Every day high mass shall be sung 
   at which all the religious 
      shall officiate in turn; 
the Hours shall be said in monotone, 
the voices even, 
   except on Sundays and feasts.
Let everyone be careful 
   never to be absent from choir 
       for light cause; 
when the Hours have been said 
   let them go at once to their work. 
Let the priests go to confession 
   te?' in hebdomada ad minus            
       (Blog Note: in a week at least)
and the brothers 
        who are not priests 
    shall go to confession and communion 
      on all Sundays and feasts of our Lord 
       on feasts of our Lady and 
       of the saints of  the Order, 
    according to the advice 
         of their spiritual father. 
The brothers, priests,
    as well as those as are not priests, 
  shall prepare themselves for Communion,   
afterwards shall remain 
      at least a quarter of an hour 
   giving thanks to the Lord 
      pro beneficio suscepto et 
      pro conservatione gratiarum. 
Shortly before dinner,
    signal shall be made 
for the examination of conscience, 
   touching what they have been doing 
       that day, 
   the gravest fault they may discover,
     let them 
          try to correct, and 
          say one Pater Noster 
              to obtain grace from God to that end.

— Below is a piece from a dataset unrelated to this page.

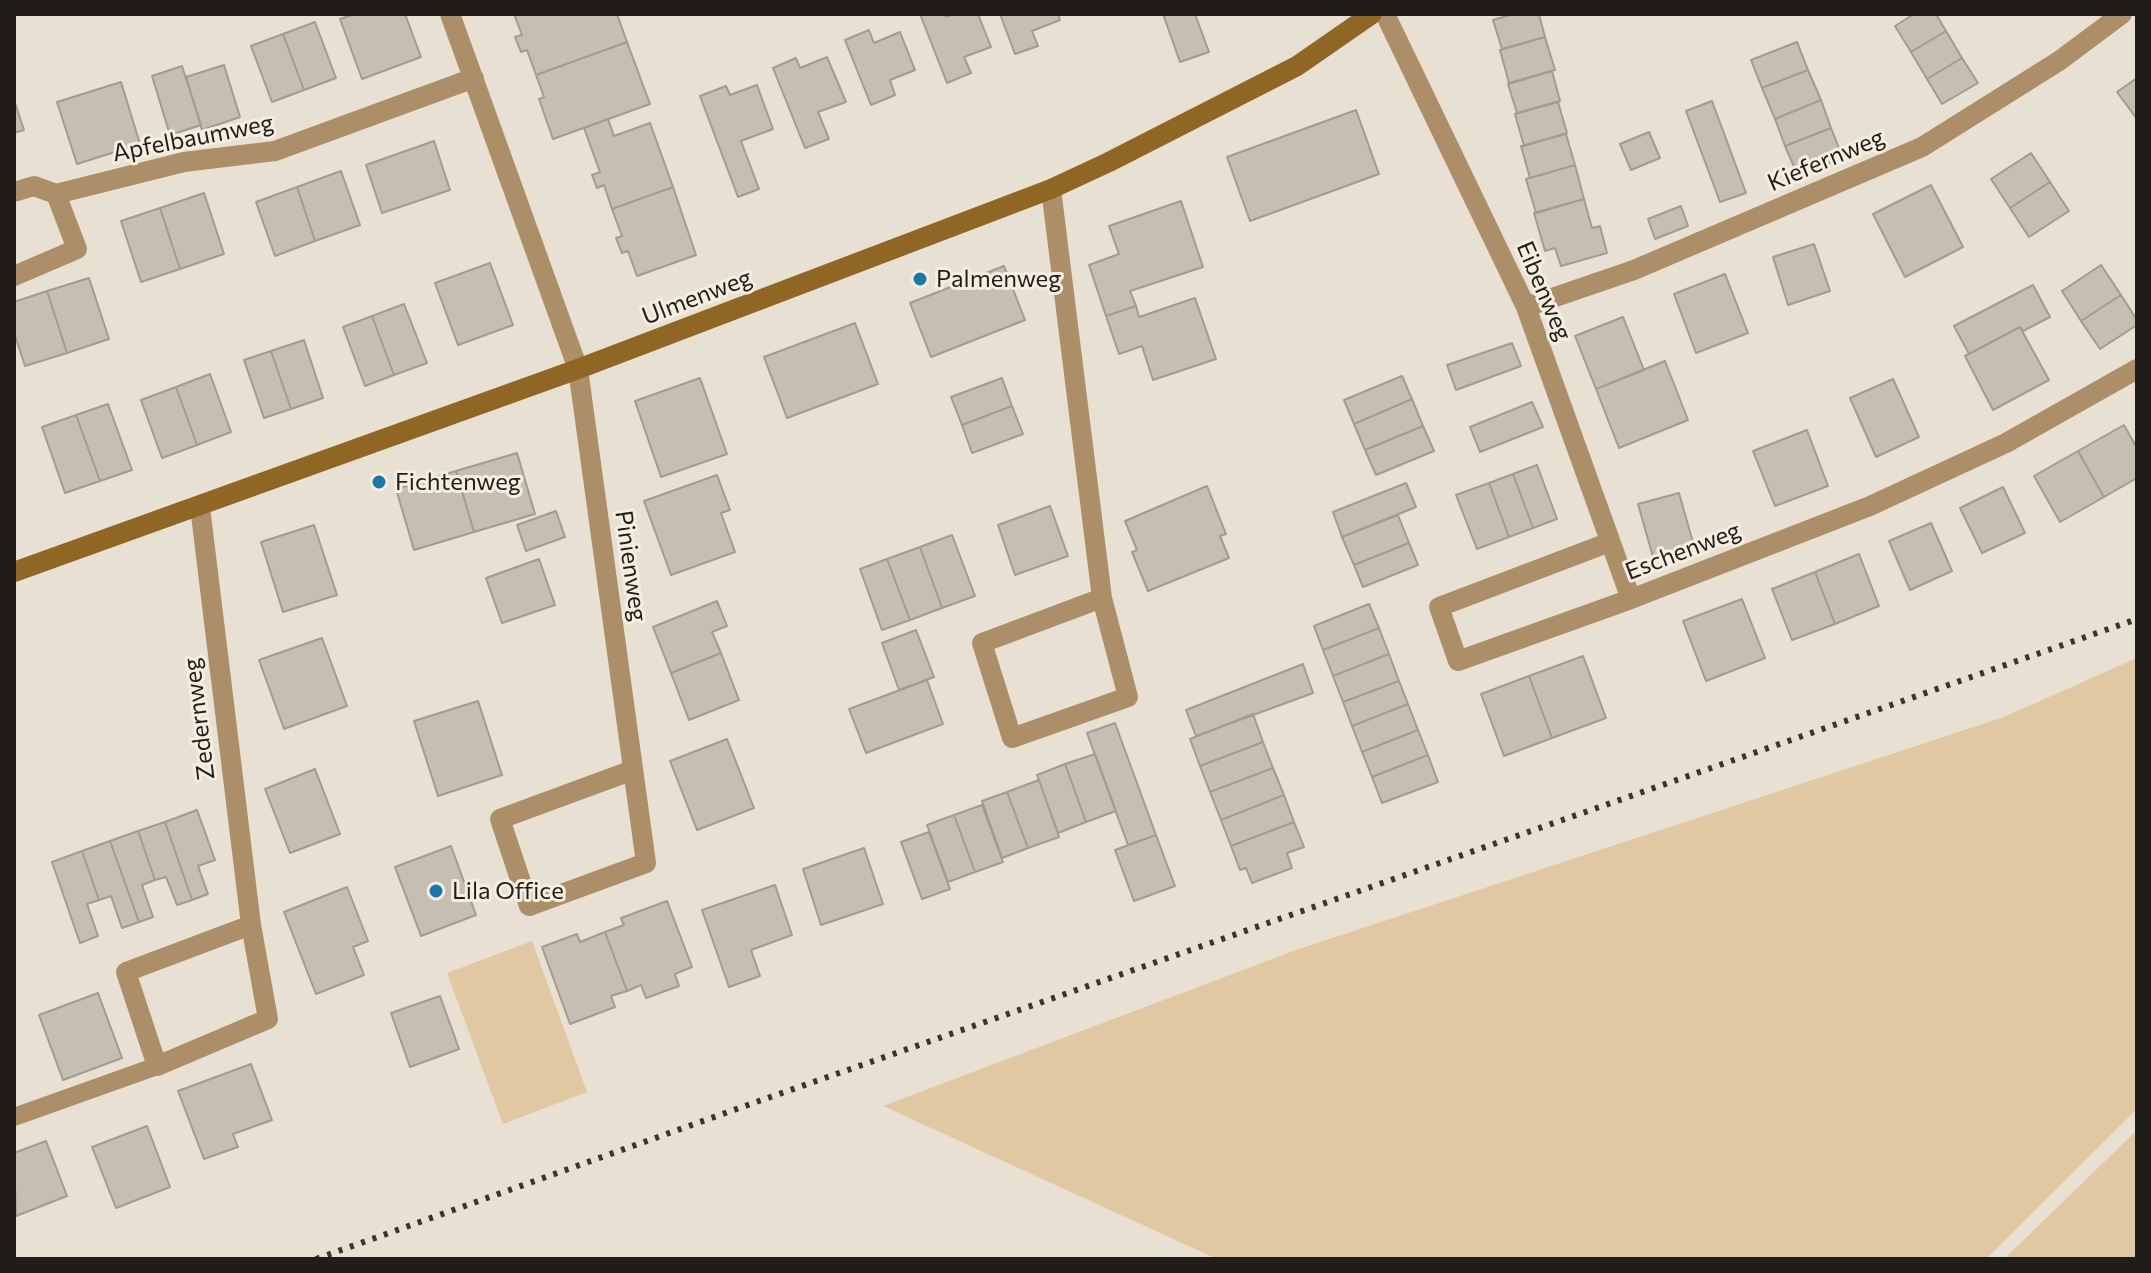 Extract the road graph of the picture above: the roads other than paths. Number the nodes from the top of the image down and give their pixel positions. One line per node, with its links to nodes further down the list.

 This examination shall be held 
     in the refectory or 
     in the oratory 
   after the dinner bell has been rung. 
At two o'clock 
    vespers are to be said 
  all the year round, 
    unless it be Lent 
      when they are to be said at eleven: 
    at the end of vespers, 
    when said at two o'clock, 
        let there be spiritual reading 
            for an hour; 
    when vespers are said at eleven,
         the spiritual reading is to be 
         at the aforesaid hour; 
    that time, however, 
         may be devoted to prayer 
    according to each one's devotion.
   in summer, 
        is to be said at six o'clock, 
   in winter 
         at five. 
At eight, 
    both in summer and winter 
let the signal be given for silence, 
    which must be kept strictly
 till after Prime of the following day; 
great care must be bestowed on this point, 
no one may enter the cell of another 
    at any time; 
at all other times 
  no brother may speak to another 
        without leave, 
  except those who are in office, 
  then only when necessary. 
Such permission may be granted 
   by the father prior 
when he thinks it will serve 
    - to quicken more and more
        the love of the Lord, 
    - if anyone 
          is in need of consolation 
         suffers from temptation. 
The prohibition does not extend 
    to a word, a question or an answer, 
for so much may be done without leave. 
Compline being finished 
let them kneel down 
   while one of the brothers is reading aloud, 
              so that all may hear him,
    the point on 
         which they are to meditate 
         which they should consider 
               during the hour of mental prayer. 
The reading finished 
    let them pray for an hour, 
Let the father prior see 
  that they have good books, 
  particularly those of 
     the Carthusians, 
     Contemptus mundi                           [1]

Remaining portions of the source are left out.